- Work task: Copy every record below exactly, leaving out any pictures.

+ + + + +

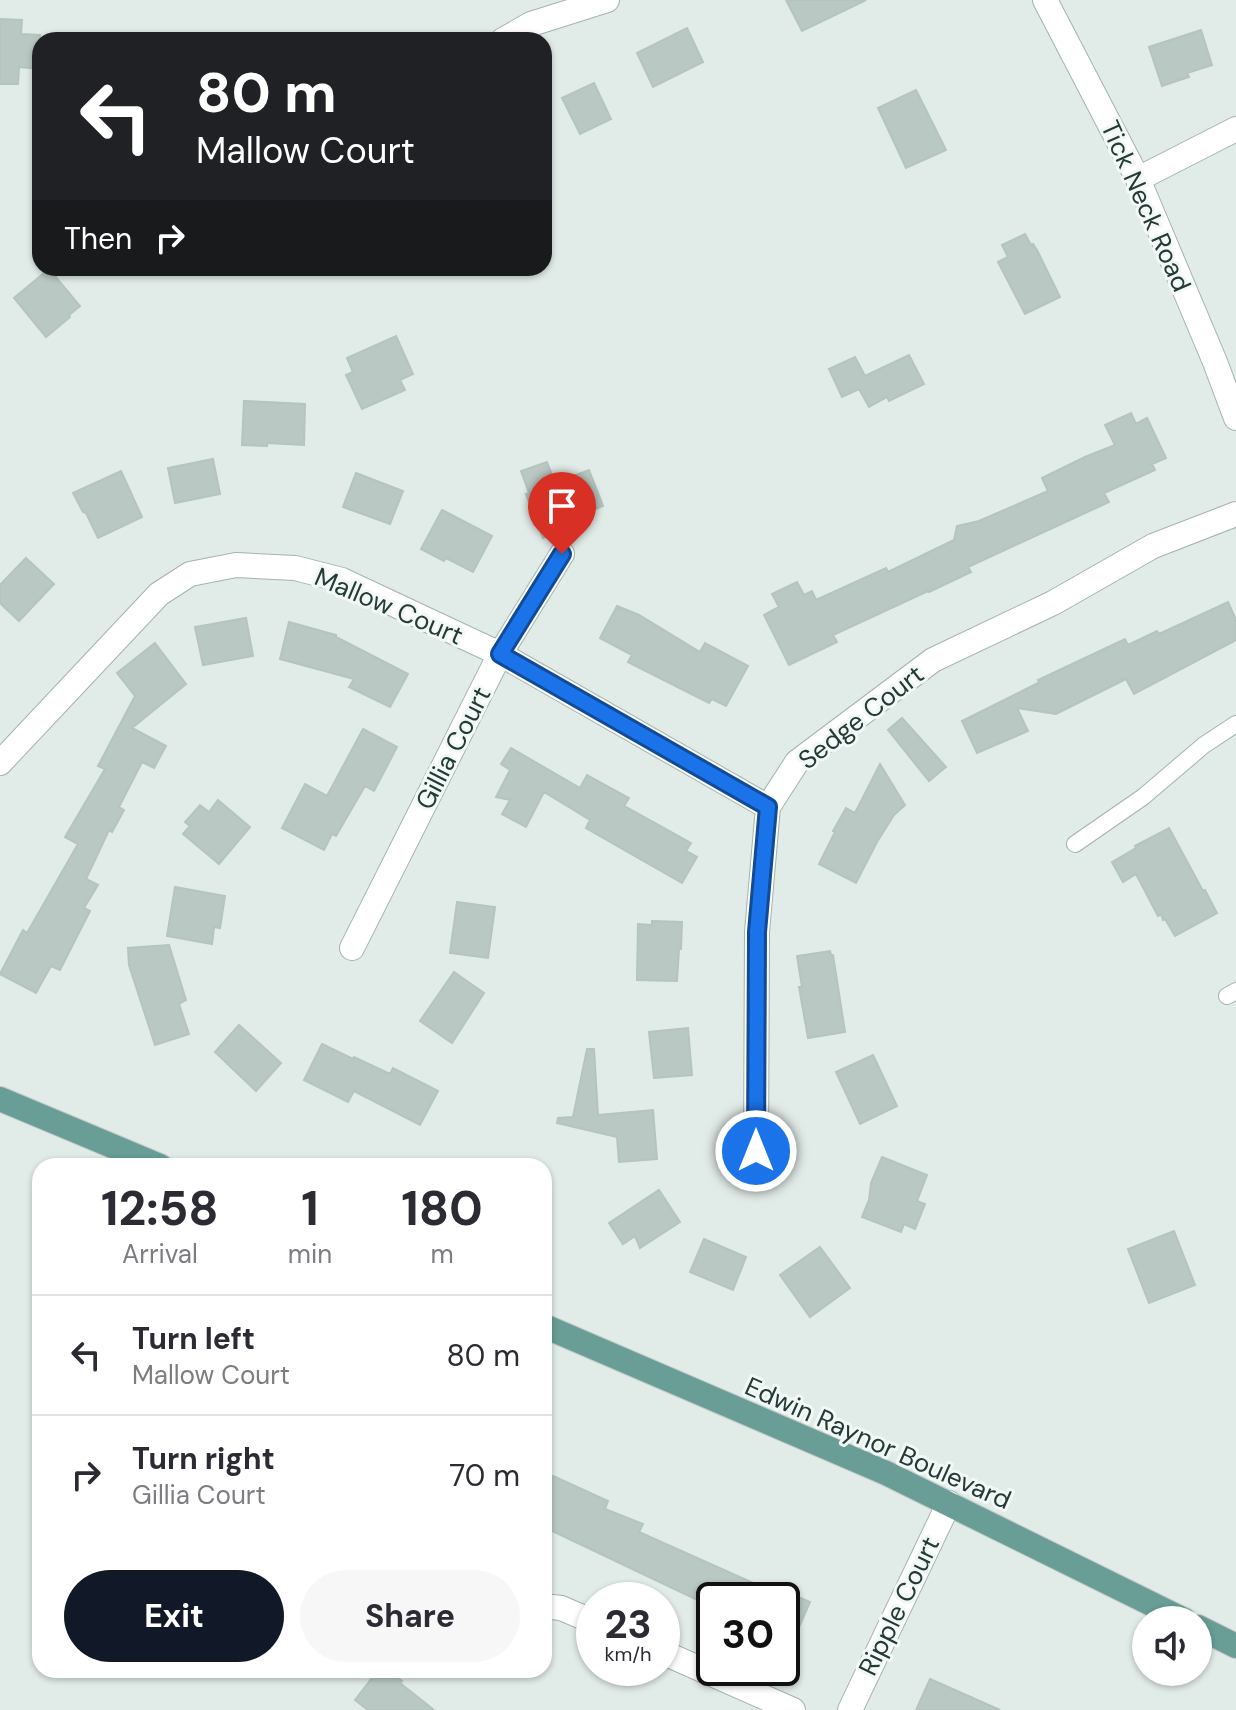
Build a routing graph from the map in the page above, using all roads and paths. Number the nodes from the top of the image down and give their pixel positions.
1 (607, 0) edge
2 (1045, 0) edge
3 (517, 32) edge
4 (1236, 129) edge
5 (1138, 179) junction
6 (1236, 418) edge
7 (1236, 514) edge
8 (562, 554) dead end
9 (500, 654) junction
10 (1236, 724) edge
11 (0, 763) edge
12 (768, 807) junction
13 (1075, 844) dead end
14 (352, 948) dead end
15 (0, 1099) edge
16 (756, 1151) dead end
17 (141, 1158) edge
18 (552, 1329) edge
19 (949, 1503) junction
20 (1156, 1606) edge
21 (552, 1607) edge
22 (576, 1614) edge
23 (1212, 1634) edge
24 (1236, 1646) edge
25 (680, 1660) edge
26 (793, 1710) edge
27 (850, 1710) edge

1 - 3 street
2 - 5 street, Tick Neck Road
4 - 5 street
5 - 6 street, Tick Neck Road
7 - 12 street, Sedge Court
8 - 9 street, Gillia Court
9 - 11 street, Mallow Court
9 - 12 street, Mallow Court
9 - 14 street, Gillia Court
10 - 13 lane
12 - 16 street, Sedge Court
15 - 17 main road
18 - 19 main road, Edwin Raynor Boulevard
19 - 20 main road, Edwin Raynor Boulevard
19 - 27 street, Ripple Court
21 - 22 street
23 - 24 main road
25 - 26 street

+ + + + +

- Answer box:
Build a routing graph from the map in the page above, using all roads and paths. Number the nodes from the top of the image down and give their pixel positions.
1 (607, 0) edge
2 (1045, 0) edge
3 (517, 32) edge
4 (1236, 129) edge
5 (1138, 179) junction
6 (1236, 418) edge
7 (1236, 514) edge
8 (562, 554) dead end
9 (500, 654) junction
10 (1236, 724) edge
11 (0, 763) edge
12 (768, 807) junction
13 (1075, 844) dead end
14 (352, 948) dead end
15 (0, 1099) edge
16 (756, 1151) dead end
17 (141, 1158) edge
18 (552, 1329) edge
19 (949, 1503) junction
20 (1156, 1606) edge
21 (552, 1607) edge
22 (576, 1614) edge
23 (1212, 1634) edge
24 (1236, 1646) edge
25 (680, 1660) edge
26 (793, 1710) edge
27 (850, 1710) edge

1 - 3 street
2 - 5 street, Tick Neck Road
4 - 5 street
5 - 6 street, Tick Neck Road
7 - 12 street, Sedge Court
8 - 9 street, Gillia Court
9 - 11 street, Mallow Court
9 - 12 street, Mallow Court
9 - 14 street, Gillia Court
10 - 13 lane
12 - 16 street, Sedge Court
15 - 17 main road
18 - 19 main road, Edwin Raynor Boulevard
19 - 20 main road, Edwin Raynor Boulevard
19 - 27 street, Ripple Court
21 - 22 street
23 - 24 main road
25 - 26 street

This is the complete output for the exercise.